# EXERCISE BRIEF
Each line from the one containing "Build a routing" through the last line of the data below is to be written out verbatim, and nothing more.

# Saved data entries
-.-.-

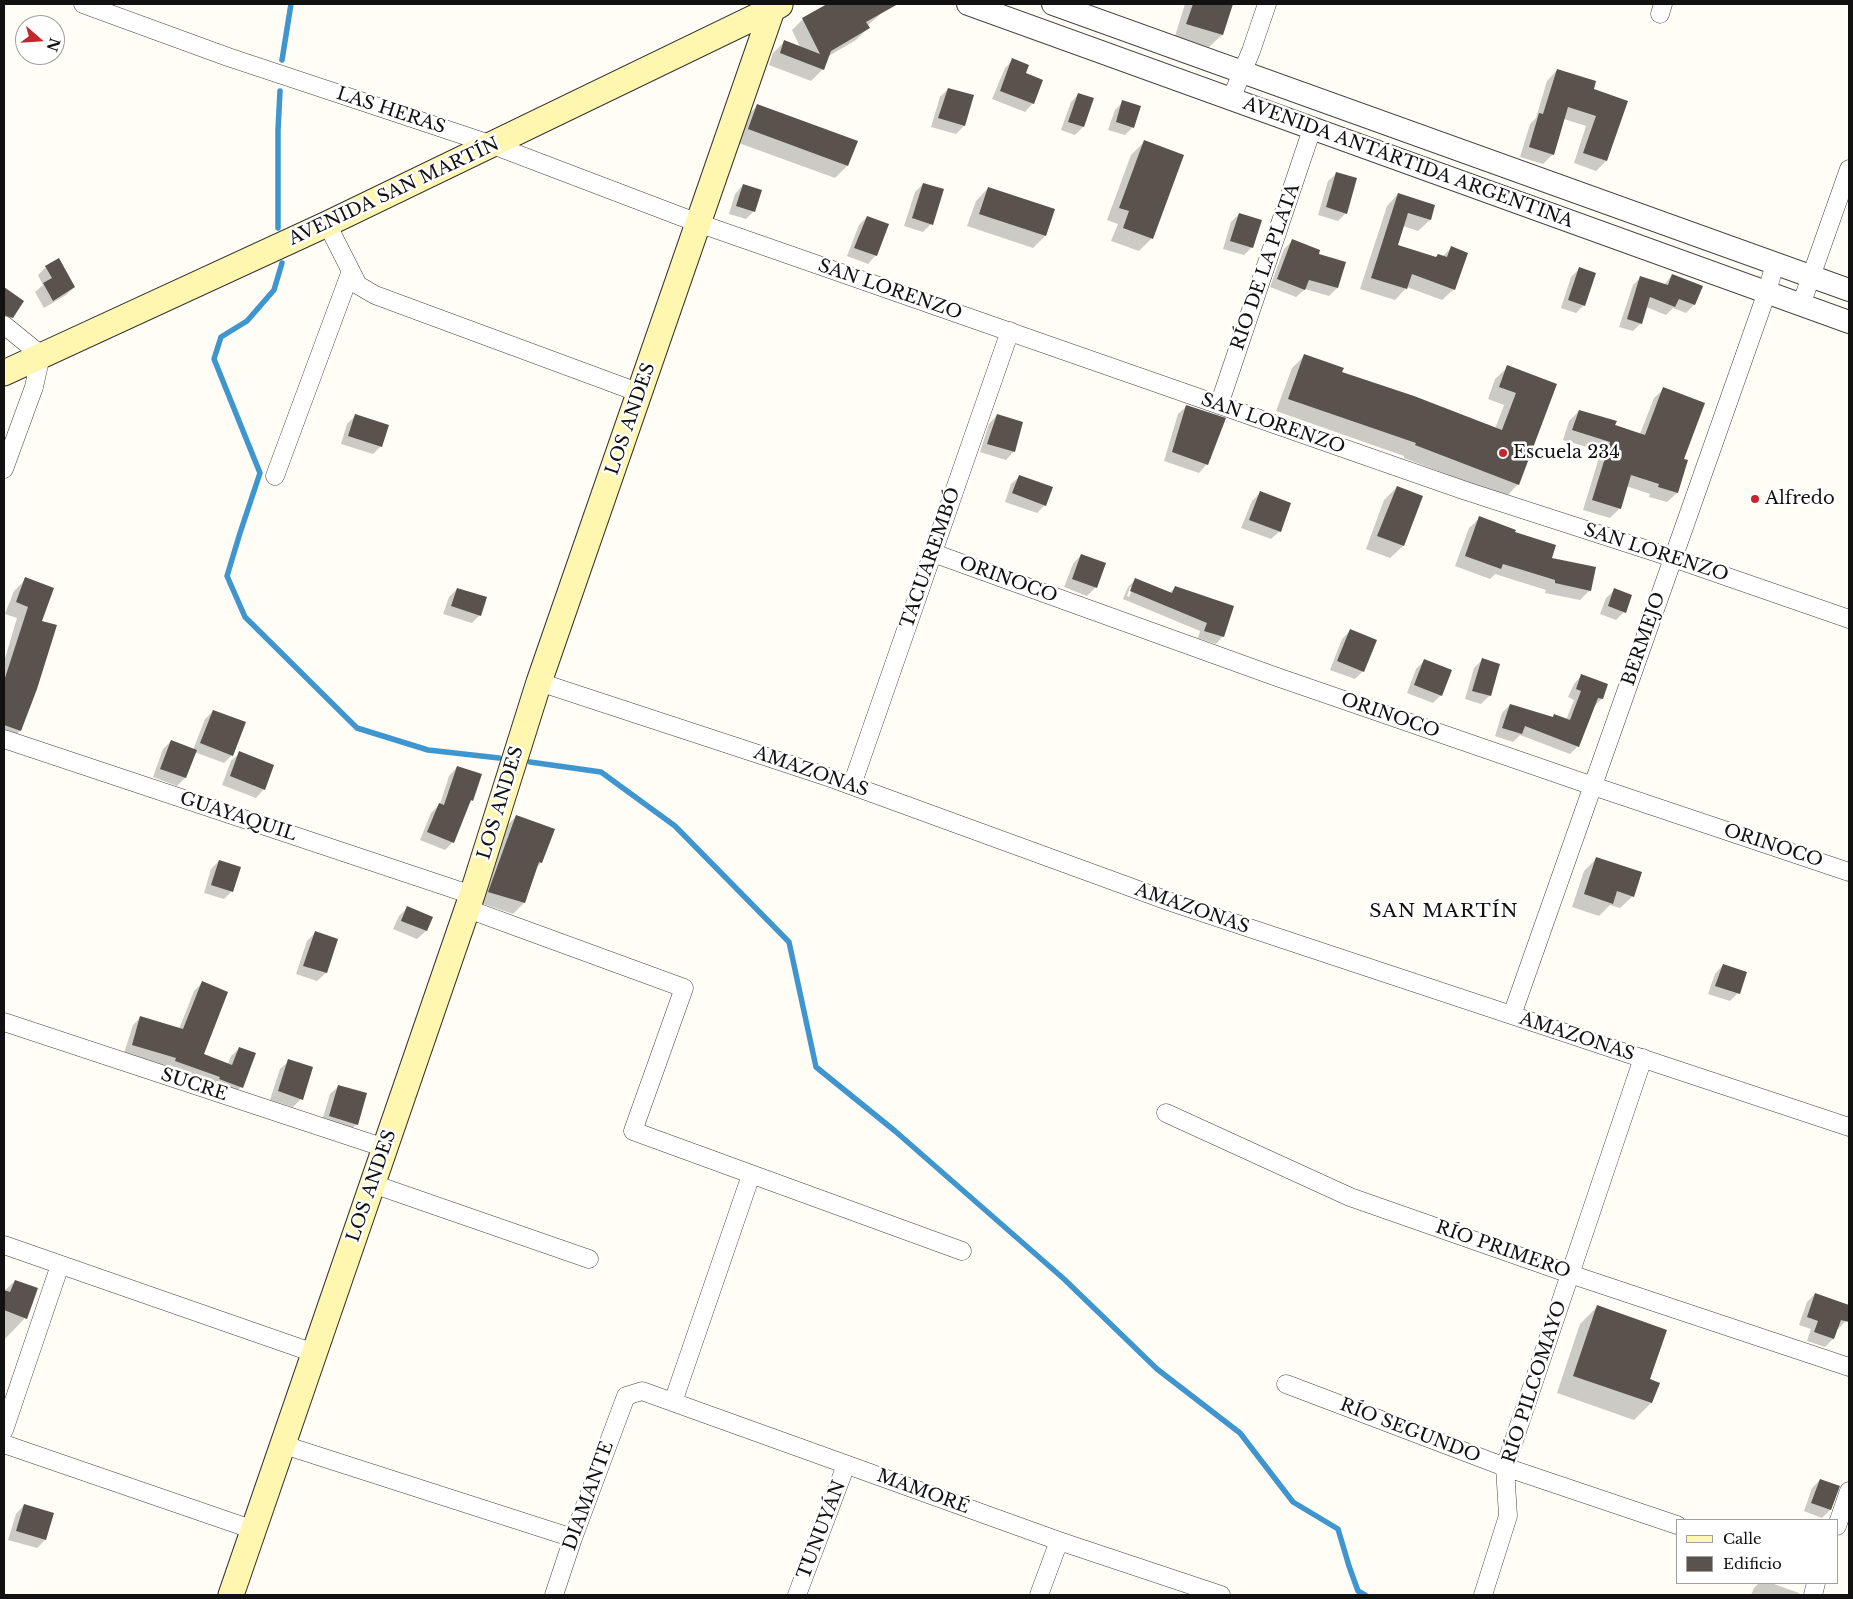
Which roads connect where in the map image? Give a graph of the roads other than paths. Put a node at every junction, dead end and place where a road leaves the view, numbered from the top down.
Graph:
1 (83, 4) edge
2 (968, 4) edge
3 (1053, 4) edge
4 (1267, 4) edge
5 (777, 7) edge
6 (1242, 72) junction
7 (1230, 98) junction
8 (1312, 129) junction
9 (493, 145) junction
10 (1849, 169) edge
11 (698, 223) junction
12 (328, 224) junction
13 (1775, 263) junction
14 (351, 271) junction
15 (1811, 276) junction
16 (1849, 290) edge
17 (1767, 292) junction
18 (1801, 305) junction
19 (1849, 322) edge
20 (4, 325) edge
21 (1010, 331) junction
22 (41, 355) junction
23 (4, 373) edge
24 (640, 393) junction
25 (1219, 405) junction
26 (4, 468) edge
27 (275, 476) dead end
28 (933, 553) junction
29 (1673, 558) junction
30 (1849, 619) edge
31 (539, 682) junction
32 (4, 739) edge
33 (852, 785) junction
34 (1593, 786) junction
35 (1849, 872) edge
36 (470, 902) junction
37 (1512, 1015) junction
38 (4, 1022) edge
39 (1643, 1058) junction
40 (1166, 1113) dead end
41 (1849, 1127) edge
42 (385, 1148) junction
43 (751, 1175) junction
44 (374, 1184) junction
45 (4, 1245) edge
46 (962, 1251) dead end
47 (589, 1260) dead end
48 (60, 1265) junction
49 (1570, 1274) junction
50 (314, 1354) junction
51 (1849, 1367) edge
52 (1286, 1384) dead end
53 (626, 1396) joint
54 (673, 1402) junction
55 (4, 1430) edge
56 (4, 1444) edge
57 (284, 1445) junction
58 (846, 1465) junction
59 (1505, 1467) junction
60 (1847, 1502) edge
61 (1838, 1524) edge
62 (1676, 1525) edge
63 (254, 1530) junction
64 (573, 1538) junction
65 (1059, 1541) junction
66 (231, 1595) edge
67 (554, 1595) edge
68 (797, 1595) edge
69 (1039, 1595) edge
70 (1221, 1595) edge
71 (1482, 1595) edge

1 - 9 street, LAS HERAS
2 - 7 street, AVENIDA ANTÁRTIDA ARGENTINA
3 - 6 street, AVENIDA ANTÁRTIDA ARGENTINA
4 - 6 street
5 - 9 main road, AVENIDA SAN MARTÍN
5 - 11 main road, LOS ANDES
6 - 7 street
6 - 13 street, AVENIDA ANTÁRTIDA ARGENTINA
7 - 8 street, AVENIDA ANTÁRTIDA ARGENTINA
8 - 17 street, AVENIDA ANTÁRTIDA ARGENTINA
8 - 25 street, RÍO DE LA PLATA
9 - 11 street, LAS HERAS
9 - 12 main road, AVENIDA SAN MARTÍN
10 - 15 street
11 - 21 street, SAN LORENZO
11 - 24 main road, LOS ANDES
12 - 14 street
12 - 22 main road, AVENIDA SAN MARTÍN
13 - 15 street, AVENIDA ANTÁRTIDA ARGENTINA
13 - 17 street, BERMEJO
14 - 24 street
14 - 27 street
15 - 16 street, AVENIDA ANTÁRTIDA ARGENTINA
15 - 18 street
17 - 18 street, AVENIDA ANTÁRTIDA ARGENTINA
17 - 29 street, BERMEJO
18 - 19 street, AVENIDA ANTÁRTIDA ARGENTINA
20 - 22 street
21 - 25 street, SAN LORENZO
21 - 28 street, TACUAREMBÓ
22 - 23 main road, AVENIDA SAN MARTÍN
22 - 26 street
24 - 31 main road, LOS ANDES
25 - 29 street, SAN LORENZO
28 - 33 street, TACUAREMBÓ
28 - 34 street, ORINOCO
29 - 30 street, SAN LORENZO
29 - 34 street, BERMEJO
31 - 33 street, AMAZONAS
31 - 36 main road, LOS ANDES
32 - 36 street, GUAYAQUIL
33 - 37 street, AMAZONAS
34 - 35 street, ORINOCO
34 - 37 street, BERMEJO
36 - 42 main road, LOS ANDES
36 - 43 street, GUAYAQUIL
37 - 39 street, AMAZONAS
38 - 42 street, SUCRE
39 - 41 street, AMAZONAS
39 - 49 street, RÍO PILCOMAYO
40 - 49 street, RÍO PRIMERO
42 - 44 main road, LOS ANDES
43 - 46 street
43 - 54 street
44 - 47 street
44 - 50 main road, LOS ANDES
45 - 48 street
48 - 50 street
48 - 55 street
49 - 51 street, RÍO PRIMERO
49 - 59 street, RÍO PILCOMAYO
50 - 57 main road, LOS ANDES
52 - 59 street, RÍO SEGUNDO
53 - 54 street, MAMORÉ
53 - 64 street, DIAMANTE
54 - 58 street, MAMORÉ
56 - 63 street
57 - 63 main road, LOS ANDES
57 - 64 street
58 - 65 street, MAMORÉ
58 - 68 street, TUNUYÁN
59 - 62 street, RÍO SEGUNDO
59 - 71 street, RÍO PILCOMAYO
60 - 61 street
63 - 66 main road, LOS ANDES
64 - 67 street, DIAMANTE
65 - 69 street
65 - 70 street, MAMORÉ

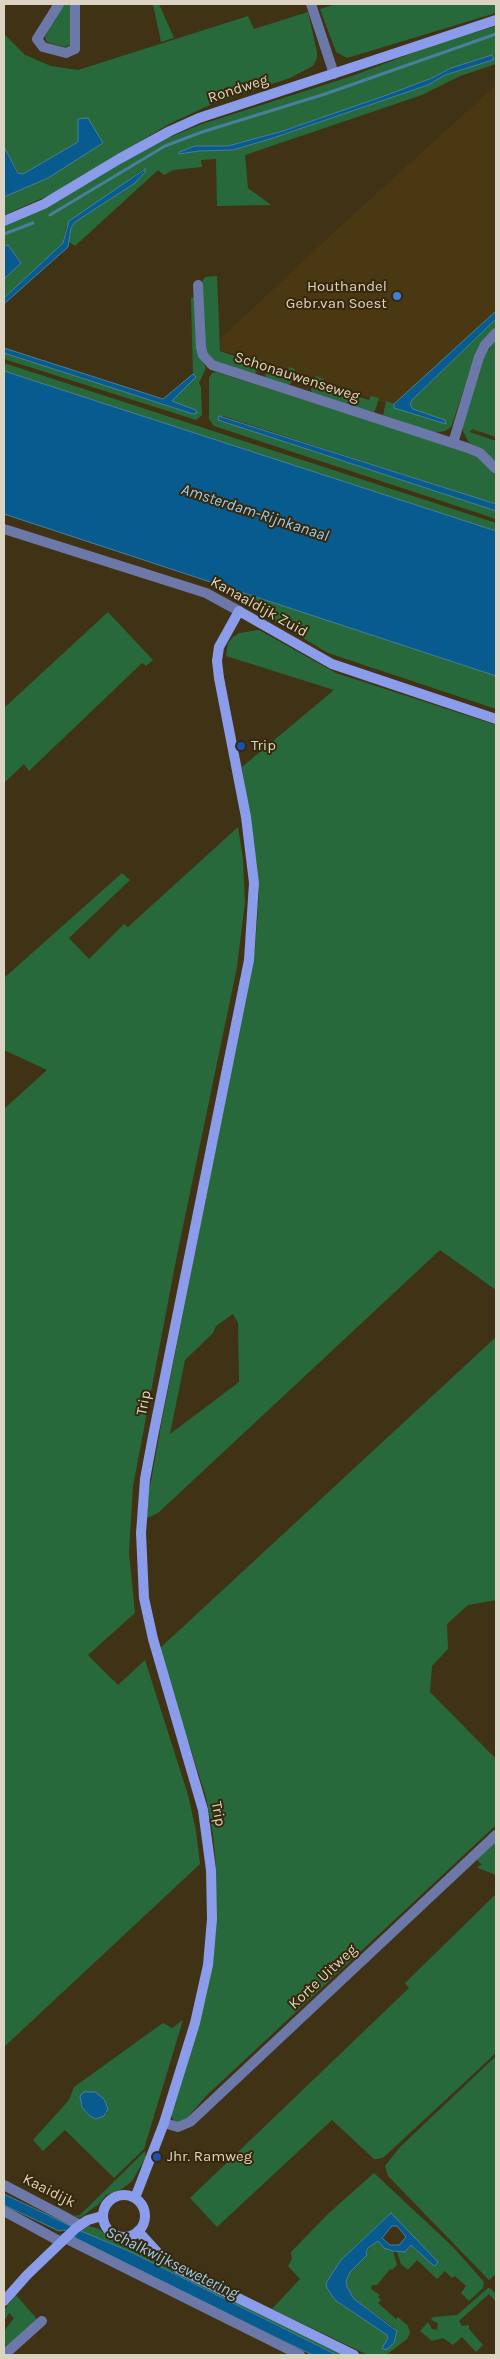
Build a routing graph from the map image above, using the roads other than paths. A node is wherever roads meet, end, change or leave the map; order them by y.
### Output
1 (59, 4) edge
2 (74, 4) edge
3 (311, 4) edge
4 (496, 20) edge
5 (334, 74) junction
6 (4, 221) edge
7 (198, 285) dead end
8 (496, 333) edge
9 (453, 443) junction
10 (496, 468) edge
11 (4, 529) edge
12 (239, 611) junction
13 (496, 719) edge
14 (496, 1835) edge
15 (164, 2124) junction
16 (4, 2186) edge
17 (136, 2198) junction
18 (4, 2211) edge
19 (102, 2216) junction
20 (138, 2231) junction
21 (70, 2233) junction
22 (4, 2301) edge
23 (42, 2321) dead end
24 (4, 2355) edge
25 (300, 2355) edge
26 (354, 2355) edge

1 - 2 street
3 - 5 street
4 - 5 street, Rondweg
5 - 6 street, Rondweg
7 - 9 street, Schonauwenseweg
8 - 9 street
9 - 10 street, Schonauwenseweg
11 - 12 street, Kanaaldijk Zuid
12 - 13 street, Kanaaldijk Zuid
12 - 15 street, Trip
14 - 15 street, Korte Uitweg
15 - 17 street, Trip
16 - 21 street, Kaaidijk
17 - 19 street
17 - 20 street
18 - 21 street
19 - 20 street
19 - 21 street
20 - 26 street
21 - 22 street
21 - 25 street
23 - 24 street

-.-.-

# WRITTEN ANSWER
Build a routing graph from the map image above, using the roads other than paths. A node is wherever roads meet, end, change or leave the map; order them by y.
### Output
1 (59, 4) edge
2 (74, 4) edge
3 (311, 4) edge
4 (496, 20) edge
5 (334, 74) junction
6 (4, 221) edge
7 (198, 285) dead end
8 (496, 333) edge
9 (453, 443) junction
10 (496, 468) edge
11 (4, 529) edge
12 (239, 611) junction
13 (496, 719) edge
14 (496, 1835) edge
15 (164, 2124) junction
16 (4, 2186) edge
17 (136, 2198) junction
18 (4, 2211) edge
19 (102, 2216) junction
20 (138, 2231) junction
21 (70, 2233) junction
22 (4, 2301) edge
23 (42, 2321) dead end
24 (4, 2355) edge
25 (300, 2355) edge
26 (354, 2355) edge

1 - 2 street
3 - 5 street
4 - 5 street, Rondweg
5 - 6 street, Rondweg
7 - 9 street, Schonauwenseweg
8 - 9 street
9 - 10 street, Schonauwenseweg
11 - 12 street, Kanaaldijk Zuid
12 - 13 street, Kanaaldijk Zuid
12 - 15 street, Trip
14 - 15 street, Korte Uitweg
15 - 17 street, Trip
16 - 21 street, Kaaidijk
17 - 19 street
17 - 20 street
18 - 21 street
19 - 20 street
19 - 21 street
20 - 26 street
21 - 22 street
21 - 25 street
23 - 24 street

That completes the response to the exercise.